● YOUR OBJECTIVE
Please write out all of the entries without altering anything.

##### PROVIDED ENTRIES

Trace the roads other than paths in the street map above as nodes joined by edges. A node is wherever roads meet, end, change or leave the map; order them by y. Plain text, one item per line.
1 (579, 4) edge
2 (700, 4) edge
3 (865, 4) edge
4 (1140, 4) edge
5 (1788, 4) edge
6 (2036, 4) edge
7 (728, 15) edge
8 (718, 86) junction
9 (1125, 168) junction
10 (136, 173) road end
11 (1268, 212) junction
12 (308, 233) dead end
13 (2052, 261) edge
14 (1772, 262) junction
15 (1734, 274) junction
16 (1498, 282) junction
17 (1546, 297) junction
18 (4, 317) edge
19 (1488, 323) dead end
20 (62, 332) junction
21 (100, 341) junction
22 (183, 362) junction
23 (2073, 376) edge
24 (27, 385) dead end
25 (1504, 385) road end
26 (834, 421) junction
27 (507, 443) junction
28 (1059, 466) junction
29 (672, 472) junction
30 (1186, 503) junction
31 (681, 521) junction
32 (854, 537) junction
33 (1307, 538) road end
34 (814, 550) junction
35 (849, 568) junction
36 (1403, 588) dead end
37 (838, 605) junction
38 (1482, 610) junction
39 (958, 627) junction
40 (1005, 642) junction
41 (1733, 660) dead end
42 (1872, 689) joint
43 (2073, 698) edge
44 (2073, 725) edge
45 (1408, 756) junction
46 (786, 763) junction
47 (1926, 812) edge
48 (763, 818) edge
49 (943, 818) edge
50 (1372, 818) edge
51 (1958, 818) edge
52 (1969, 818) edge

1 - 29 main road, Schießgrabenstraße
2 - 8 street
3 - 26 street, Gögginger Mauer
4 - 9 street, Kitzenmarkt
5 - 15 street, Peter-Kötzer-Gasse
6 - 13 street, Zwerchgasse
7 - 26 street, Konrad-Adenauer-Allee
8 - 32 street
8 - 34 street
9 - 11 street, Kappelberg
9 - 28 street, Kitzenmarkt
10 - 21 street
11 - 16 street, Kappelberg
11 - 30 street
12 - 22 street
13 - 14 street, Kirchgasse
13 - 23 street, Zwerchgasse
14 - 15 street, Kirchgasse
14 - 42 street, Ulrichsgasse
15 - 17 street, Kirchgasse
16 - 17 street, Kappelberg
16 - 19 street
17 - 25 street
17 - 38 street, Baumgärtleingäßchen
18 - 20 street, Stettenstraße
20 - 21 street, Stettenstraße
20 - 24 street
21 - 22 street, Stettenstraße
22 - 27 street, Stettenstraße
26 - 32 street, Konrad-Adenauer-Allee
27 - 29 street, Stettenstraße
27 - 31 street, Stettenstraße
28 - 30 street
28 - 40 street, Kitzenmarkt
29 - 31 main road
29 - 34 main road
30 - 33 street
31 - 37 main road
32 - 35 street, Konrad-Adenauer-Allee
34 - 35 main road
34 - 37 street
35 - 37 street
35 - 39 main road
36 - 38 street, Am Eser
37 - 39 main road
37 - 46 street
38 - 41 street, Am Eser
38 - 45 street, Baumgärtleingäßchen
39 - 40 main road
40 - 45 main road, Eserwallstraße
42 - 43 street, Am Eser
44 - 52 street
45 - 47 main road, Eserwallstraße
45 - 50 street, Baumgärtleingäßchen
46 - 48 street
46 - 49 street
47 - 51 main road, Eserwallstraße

##########

● EXERCISE RESULT
Trace the roads other than paths in the street map above as nodes joined by edges. A node is wherever roads meet, end, change or leave the map; order them by y. Plain text, one item per line.
1 (579, 4) edge
2 (700, 4) edge
3 (865, 4) edge
4 (1140, 4) edge
5 (1788, 4) edge
6 (2036, 4) edge
7 (728, 15) edge
8 (718, 86) junction
9 (1125, 168) junction
10 (136, 173) road end
11 (1268, 212) junction
12 (308, 233) dead end
13 (2052, 261) edge
14 (1772, 262) junction
15 (1734, 274) junction
16 (1498, 282) junction
17 (1546, 297) junction
18 (4, 317) edge
19 (1488, 323) dead end
20 (62, 332) junction
21 (100, 341) junction
22 (183, 362) junction
23 (2073, 376) edge
24 (27, 385) dead end
25 (1504, 385) road end
26 (834, 421) junction
27 (507, 443) junction
28 (1059, 466) junction
29 (672, 472) junction
30 (1186, 503) junction
31 (681, 521) junction
32 (854, 537) junction
33 (1307, 538) road end
34 (814, 550) junction
35 (849, 568) junction
36 (1403, 588) dead end
37 (838, 605) junction
38 (1482, 610) junction
39 (958, 627) junction
40 (1005, 642) junction
41 (1733, 660) dead end
42 (1872, 689) joint
43 (2073, 698) edge
44 (2073, 725) edge
45 (1408, 756) junction
46 (786, 763) junction
47 (1926, 812) edge
48 (763, 818) edge
49 (943, 818) edge
50 (1372, 818) edge
51 (1958, 818) edge
52 (1969, 818) edge

1 - 29 main road, Schießgrabenstraße
2 - 8 street
3 - 26 street, Gögginger Mauer
4 - 9 street, Kitzenmarkt
5 - 15 street, Peter-Kötzer-Gasse
6 - 13 street, Zwerchgasse
7 - 26 street, Konrad-Adenauer-Allee
8 - 32 street
8 - 34 street
9 - 11 street, Kappelberg
9 - 28 street, Kitzenmarkt
10 - 21 street
11 - 16 street, Kappelberg
11 - 30 street
12 - 22 street
13 - 14 street, Kirchgasse
13 - 23 street, Zwerchgasse
14 - 15 street, Kirchgasse
14 - 42 street, Ulrichsgasse
15 - 17 street, Kirchgasse
16 - 17 street, Kappelberg
16 - 19 street
17 - 25 street
17 - 38 street, Baumgärtleingäßchen
18 - 20 street, Stettenstraße
20 - 21 street, Stettenstraße
20 - 24 street
21 - 22 street, Stettenstraße
22 - 27 street, Stettenstraße
26 - 32 street, Konrad-Adenauer-Allee
27 - 29 street, Stettenstraße
27 - 31 street, Stettenstraße
28 - 30 street
28 - 40 street, Kitzenmarkt
29 - 31 main road
29 - 34 main road
30 - 33 street
31 - 37 main road
32 - 35 street, Konrad-Adenauer-Allee
34 - 35 main road
34 - 37 street
35 - 37 street
35 - 39 main road
36 - 38 street, Am Eser
37 - 39 main road
37 - 46 street
38 - 41 street, Am Eser
38 - 45 street, Baumgärtleingäßchen
39 - 40 main road
40 - 45 main road, Eserwallstraße
42 - 43 street, Am Eser
44 - 52 street
45 - 47 main road, Eserwallstraße
45 - 50 street, Baumgärtleingäßchen
46 - 48 street
46 - 49 street
47 - 51 main road, Eserwallstraße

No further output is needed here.